Transsibirische Eisenbahn

Transsibirische Eisenbahn - © Semonoff/Fotolia.com

Abenteuer auf Schienen - Eine Reise mit der transsibirischen Eisenbahn
Ich hatte mich schon lange auf diese spezielle Reise gefreut. Eine Reise mit der Transsibirischen Eisenbahn. Da ich vorher noch nie eine Bahn-Erlebnisreise gemacht habe, war ich sehr aufgeregt, aber auch gespannt. Und direkt bei unserer ersten Zugreise entschieden wir uns für die längste Bahnstrecke der Welt: Zwischen Moskau und Wladiwostok liegen ca. 9288 Schienenkilometer.
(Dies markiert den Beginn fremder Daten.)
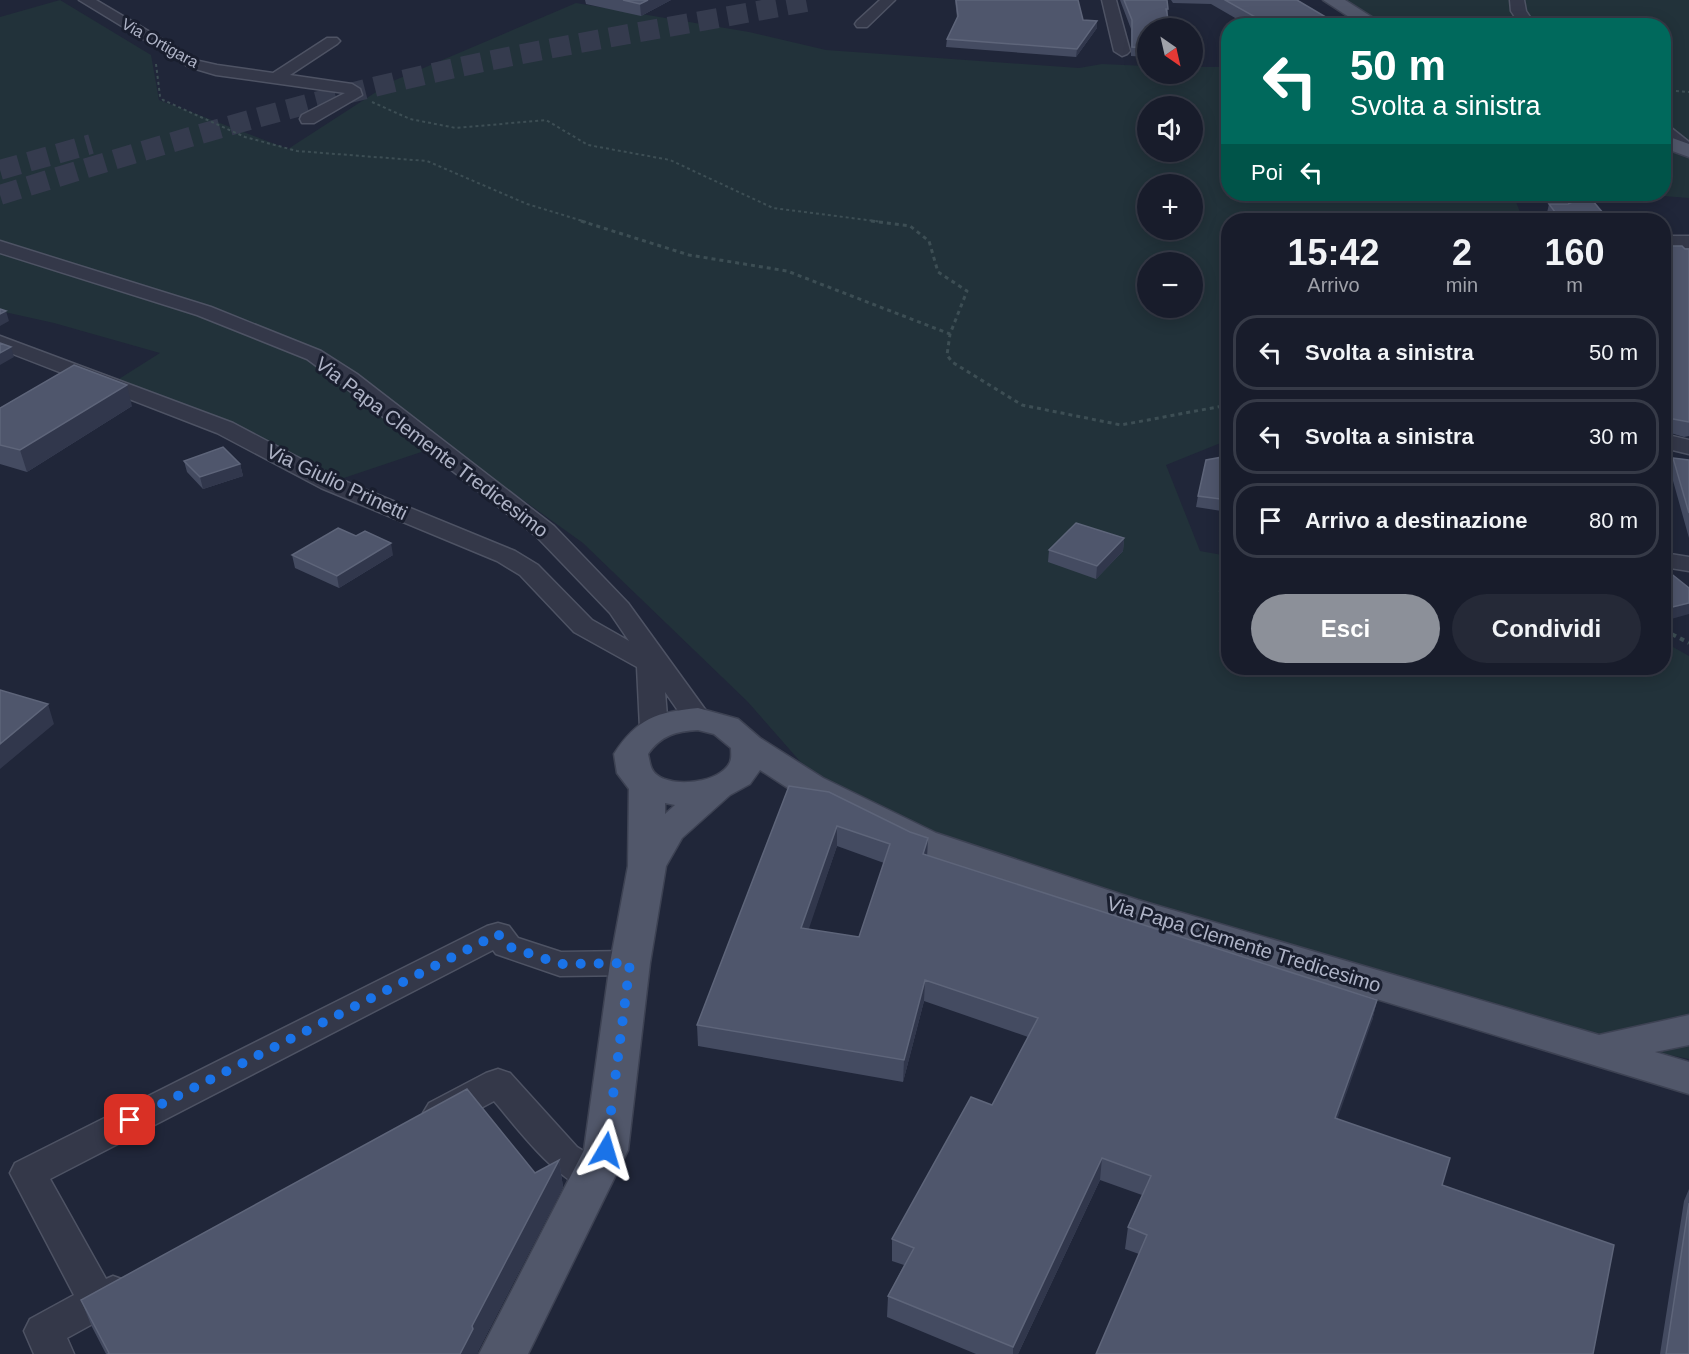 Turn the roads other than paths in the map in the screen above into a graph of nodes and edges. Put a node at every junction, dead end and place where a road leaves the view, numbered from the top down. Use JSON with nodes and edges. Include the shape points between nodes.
{"nodes":[{"id":1,"x":86,"y":0,"type":"edge"},
{"id":2,"x":888,"y":0,"type":"edge"},
{"id":3,"x":1109,"y":0,"type":"edge"},
{"id":4,"x":1335,"y":0,"type":"edge"},
{"id":5,"x":1517,"y":0,"type":"edge"},
{"id":6,"x":1364,"y":18,"type":"edge"},
{"id":7,"x":1522,"y":18,"type":"edge"},
{"id":8,"x":862,"y":24,"type":"dead end"},
{"id":9,"x":332,"y":41,"type":"dead end"},
{"id":10,"x":1122,"y":51,"type":"dead end"},
{"id":11,"x":275,"y":78,"type":"junction"},
{"id":12,"x":308,"y":119,"type":"dead end"},
{"id":13,"x":1671,"y":136,"type":"edge"},
{"id":14,"x":1671,"y":144,"type":"edge"},
{"id":15,"x":1689,"y":150,"type":"edge"},
{"id":16,"x":1671,"y":242,"type":"edge"},
{"id":17,"x":1689,"y":242,"type":"edge"},
{"id":18,"x":0,"y":247,"type":"edge"},
{"id":19,"x":0,"y":342,"type":"edge"},
{"id":20,"x":1671,"y":443,"type":"edge"},
{"id":21,"x":1689,"y":447,"type":"edge"},
{"id":22,"x":1671,"y":561,"type":"edge"},
{"id":23,"x":1689,"y":564,"type":"edge"},
{"id":24,"x":649,"y":658,"type":"junction"},
{"id":25,"x":698,"y":719,"type":"junction"},
{"id":26,"x":654,"y":728,"type":"junction"},
{"id":27,"x":748,"y":746,"type":"junction"},
{"id":28,"x":726,"y":783,"type":"junction"},
{"id":29,"x":647,"y":784,"type":"junction"},
{"id":30,"x":810,"y":786,"type":"junction"},
{"id":31,"x":647,"y":866,"type":"junction"},
{"id":32,"x":630,"y":963,"type":"junction"},
{"id":33,"x":1689,"y":1030,"type":"edge"},
{"id":34,"x":1599,"y":1051,"type":"junction"},
{"id":35,"x":1689,"y":1078,"type":"edge"},
{"id":36,"x":416,"y":1127,"type":"edge"},
{"id":37,"x":594,"y":1175,"type":"junction"},
{"id":38,"x":139,"y":1279,"type":"edge"},
{"id":39,"x":98,"y":1302,"type":"junction"},
{"id":40,"x":54,"y":1354,"type":"edge"},
{"id":41,"x":503,"y":1354,"type":"edge"}],
"edges":[{"from":1,"to":11,"type":"street","name":"Via Ortigara","via":[[185,60],[207,68]]},
{"from":2,"to":8,"type":"street"},
{"from":3,"to":10,"type":"street"},
{"from":4,"to":6,"type":"main road"},
{"from":5,"to":7,"type":"street"},
{"from":9,"to":11,"type":"street"},
{"from":11,"to":12,"type":"street","name":"Via Ortigara","via":[[346,87],[354,92]]},
{"from":13,"to":15,"type":"street"},
{"from":14,"to":15,"type":"main road"},
{"from":16,"to":17,"type":"street"},
{"from":18,"to":24,"type":"street","name":"Via Papa Clemente Tredicesimo","via":[[204,311],[314,356],[545,531],[619,608]]},
{"from":19,"to":24,"type":"street","name":"Via Giulio Prinetti","via":[[225,428],[329,483],[506,556],[529,570],[583,626]]},
{"from":20,"to":21,"type":"street"},
{"from":22,"to":23,"type":"street"},
{"from":24,"to":25,"type":"street","name":"Via Papa Clemente Tredicesimo"},
{"from":24,"to":26,"type":"street","name":"Via Papa Clemente Tredicesimo"},
{"from":25,"to":26,"type":"main road"},
{"from":25,"to":27,"type":"main road","via":[[718,722],[736,731]]},
{"from":26,"to":29,"type":"main road","via":[[639,740],[631,754],[635,773]]},
{"from":27,"to":28,"type":"main road","via":[[747,764]]},
{"from":27,"to":30,"type":"main road","name":"Via Papa Clemente Tredicesimo"},
{"from":28,"to":29,"type":"main road","via":[[698,793],[675,793]]},
{"from":28,"to":30,"type":"main road","name":"Via Papa Clemente Tredicesimo"},
{"from":28,"to":31,"type":"main road","via":[[669,830]]},
{"from":29,"to":31,"type":"main road"},
{"from":30,"to":34,"type":"main road","name":"Via Papa Clemente Tredicesimo","via":[[922,842],[1124,909]]},
{"from":31,"to":32,"type":"main road"},
{"from":32,"to":37,"type":"main road","via":[[606,1150]]},
{"from":32,"to":39,"type":"street","via":[[560,964],[507,946],[498,934],[28,1173]]},
{"from":33,"to":34,"type":"main road"},
{"from":34,"to":35,"type":"main road","name":"Via Papa Clemente Tredicesimo"},
{"from":36,"to":37,"type":"street","via":[[498,1082],[564,1156]]},
{"from":37,"to":41,"type":"main road"},
{"from":38,"to":39,"type":"street"},
{"from":39,"to":40,"type":"street","via":[[44,1331]]}]}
In 17 Tagen legten wir diese gewaltige Entfernung zurück.

Nach einem 3-stündigen Flug von Frankfurt nach Moskau kamen wir um die Nachmittagszeit in Russland an. Vom Flughafen wurden wir direkt in unser Hotel gebracht. Auf dieser Fahrt gewannen wir schon ein paar Eindrücke von Moskau bei Nacht. Den beleuchteten Roten Platz und die Basilius-Kathedrale zu sehen, war für uns ein gelungener Start der Reise.
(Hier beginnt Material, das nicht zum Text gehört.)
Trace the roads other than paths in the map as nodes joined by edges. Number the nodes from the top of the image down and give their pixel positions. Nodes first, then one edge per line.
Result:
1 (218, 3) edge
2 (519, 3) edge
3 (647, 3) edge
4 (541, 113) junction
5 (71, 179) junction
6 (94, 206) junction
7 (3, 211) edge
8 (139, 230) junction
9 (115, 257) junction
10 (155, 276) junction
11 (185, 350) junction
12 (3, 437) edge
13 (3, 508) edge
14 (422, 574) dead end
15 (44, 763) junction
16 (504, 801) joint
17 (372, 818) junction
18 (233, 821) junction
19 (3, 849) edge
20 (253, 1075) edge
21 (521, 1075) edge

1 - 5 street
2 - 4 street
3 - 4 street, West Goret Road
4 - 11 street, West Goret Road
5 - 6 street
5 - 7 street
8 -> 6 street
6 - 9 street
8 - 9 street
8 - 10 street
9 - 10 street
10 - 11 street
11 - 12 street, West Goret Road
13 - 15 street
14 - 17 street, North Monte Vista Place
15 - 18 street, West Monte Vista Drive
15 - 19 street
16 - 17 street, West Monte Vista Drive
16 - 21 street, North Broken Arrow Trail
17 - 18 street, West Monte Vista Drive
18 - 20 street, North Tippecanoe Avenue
Bequeme Betten und geräumige Kabinen
Am nächsten Tag hieß es dann endlich: Ab zum Bahnhof und in den Zug! Die „Transsib“ stand schon bereit und das Bordpersonal empfing uns sehr freundlich. Wir hatten ein 2-Bett-Abteil gebucht und unsere Erwartungen von einer engen Kabine wurden definitiv widerlegt. Die Kabinen sind geräumig, sodass wir viel Stauraum unter den Betten für unser Gepäck hatten. Der Zug insgesamt war sehr gut ausgestattet. Im Restaurantwagen, welcher zwischen 9 und 20 Uhr geöffnet hat, konnten wir stets Spezialitäten der russischen Küche genießen. Außerdem gibt es an beiden Enden der Wagons jeweils ein Waschabteil mit Toiletten und Waschgelegenheiten. Die Betten waren bequem, sodass man in der Nacht gut schlafen konnte. Somit konnten wir am nächsten Tag wieder gut erholt am Programm teilnehmen.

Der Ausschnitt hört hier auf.